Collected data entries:
-=-=-=-=-
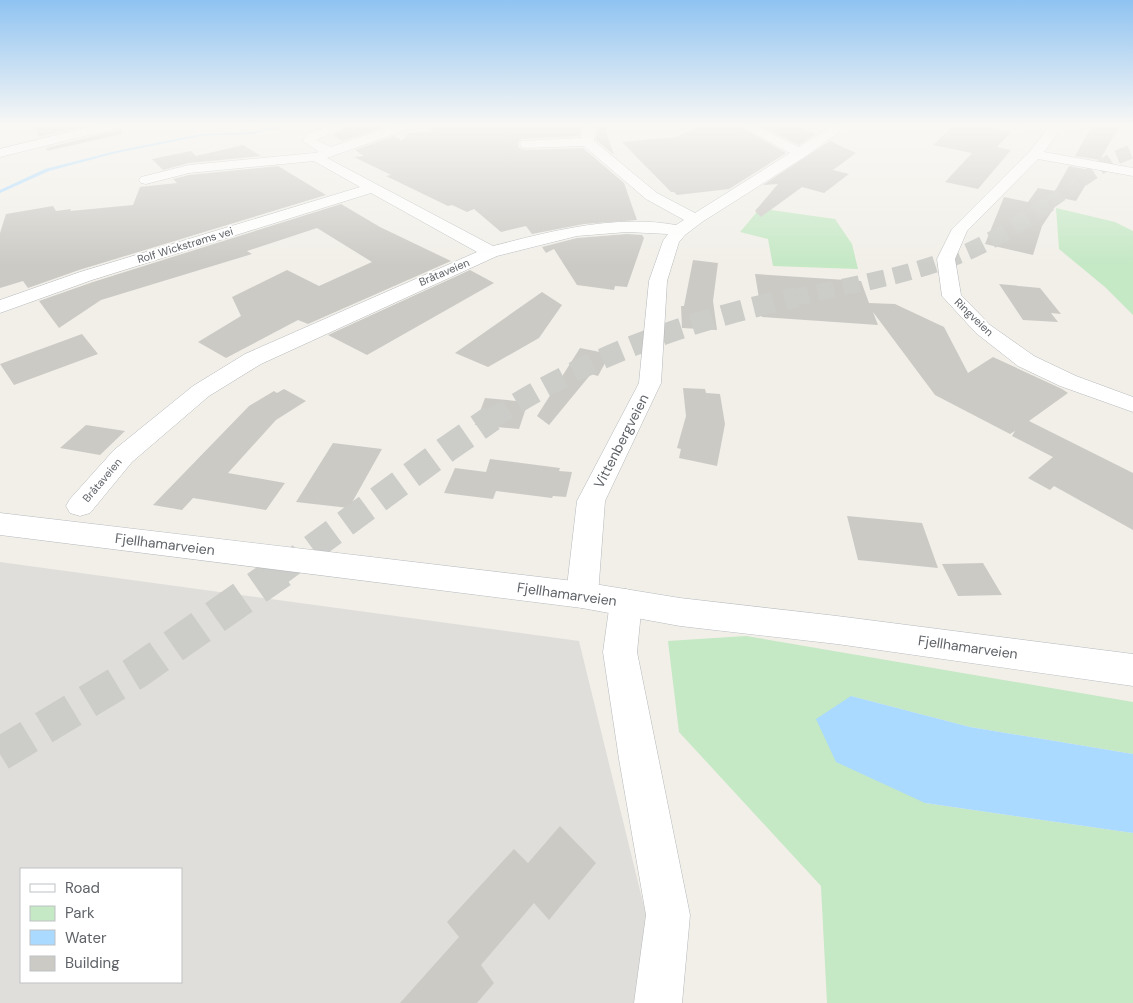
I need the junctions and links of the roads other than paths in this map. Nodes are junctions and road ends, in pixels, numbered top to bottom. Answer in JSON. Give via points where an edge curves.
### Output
{"nodes":[{"id":1,"x":182,"y":171,"type":"edge"},
{"id":2,"x":346,"y":171,"type":"edge"},
{"id":3,"x":621,"y":171,"type":"edge"},
{"id":4,"x":773,"y":171,"type":"edge"},
{"id":5,"x":1018,"y":171,"type":"edge"},
{"id":6,"x":146,"y":180,"type":"dead end"},
{"id":7,"x":372,"y":188,"type":"junction"},
{"id":8,"x":687,"y":225,"type":"junction"},
{"id":9,"x":491,"y":252,"type":"junction"},
{"id":10,"x":0,"y":307,"type":"edge"},
{"id":11,"x":1133,"y":405,"type":"edge"},
{"id":12,"x":80,"y":506,"type":"dead end"},
{"id":13,"x":0,"y":524,"type":"edge"},
{"id":14,"x":582,"y":595,"type":"junction"},
{"id":15,"x":626,"y":602,"type":"junction"},
{"id":16,"x":1133,"y":670,"type":"edge"},
{"id":17,"x":658,"y":1003,"type":"edge"}],
"edges":[{"from":1,"to":6,"type":"street"},
{"from":2,"to":7,"type":"street"},
{"from":3,"to":8,"type":"street"},
{"from":4,"to":8,"type":"street"},
{"from":5,"to":11,"type":"street","name":"Ringveien","via":[[960,229],[946,259],[952,296],[983,329],[1026,360],[1068,381]]},
{"from":7,"to":9,"type":"street"},
{"from":7,"to":10,"type":"street","name":"Rolf Wickstrøms vei","via":[[86,276]]},
{"from":8,"to":9,"type":"street","name":"Bråtaveien","via":[[577,231]]},
{"from":8,"to":14,"type":"street","name":"Vittenbergveien","via":[[671,241],[658,281],[650,383],[591,501]]},
{"from":9,"to":12,"type":"street","name":"Bråtaveien","via":[[253,359],[201,391],[123,456]]},
{"from":13,"to":14,"type":"street","name":"Fjellhamarveien"},
{"from":14,"to":15,"type":"street","name":"Fjellhamarveien"},
{"from":15,"to":16,"type":"street","name":"Fjellhamarveien","via":[[680,612]]},
{"from":15,"to":17,"type":"street","via":[[620,652],[668,915]]}]}
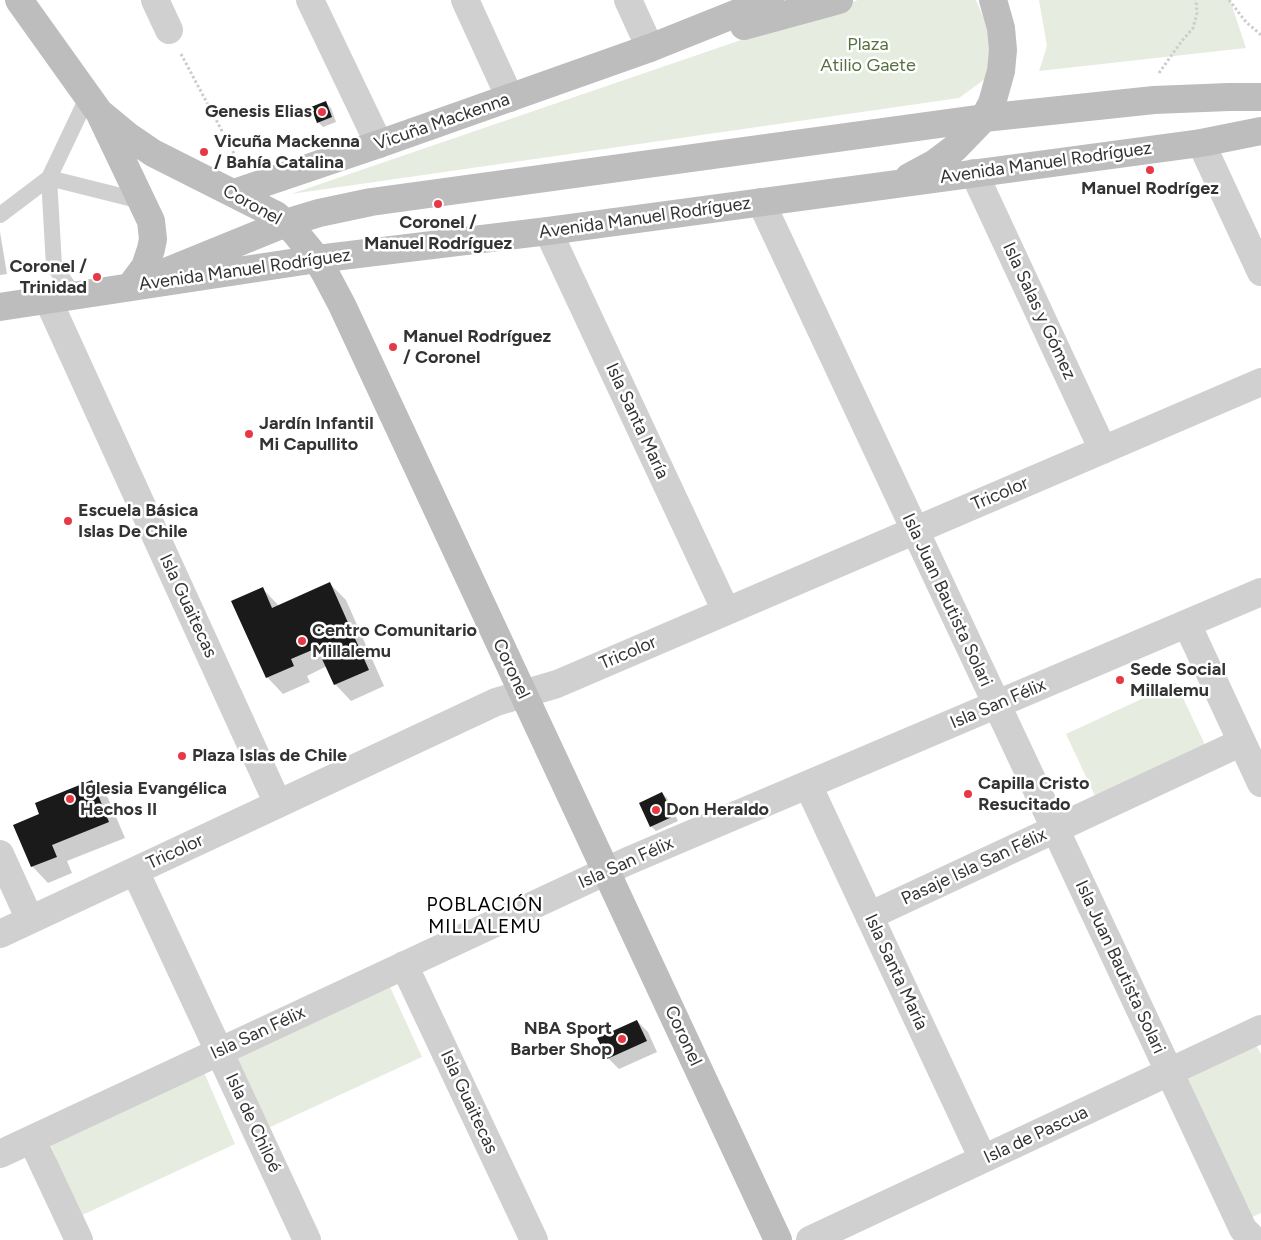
-=-=-=-=-
• _ACTIVITY_: All lines above that contain the word "dead" are to be copied.

• _WRITTEN RESPONSE_:
{"id":6,"x":146,"y":180,"type":"dead end"},
{"id":12,"x":80,"y":506,"type":"dead end"},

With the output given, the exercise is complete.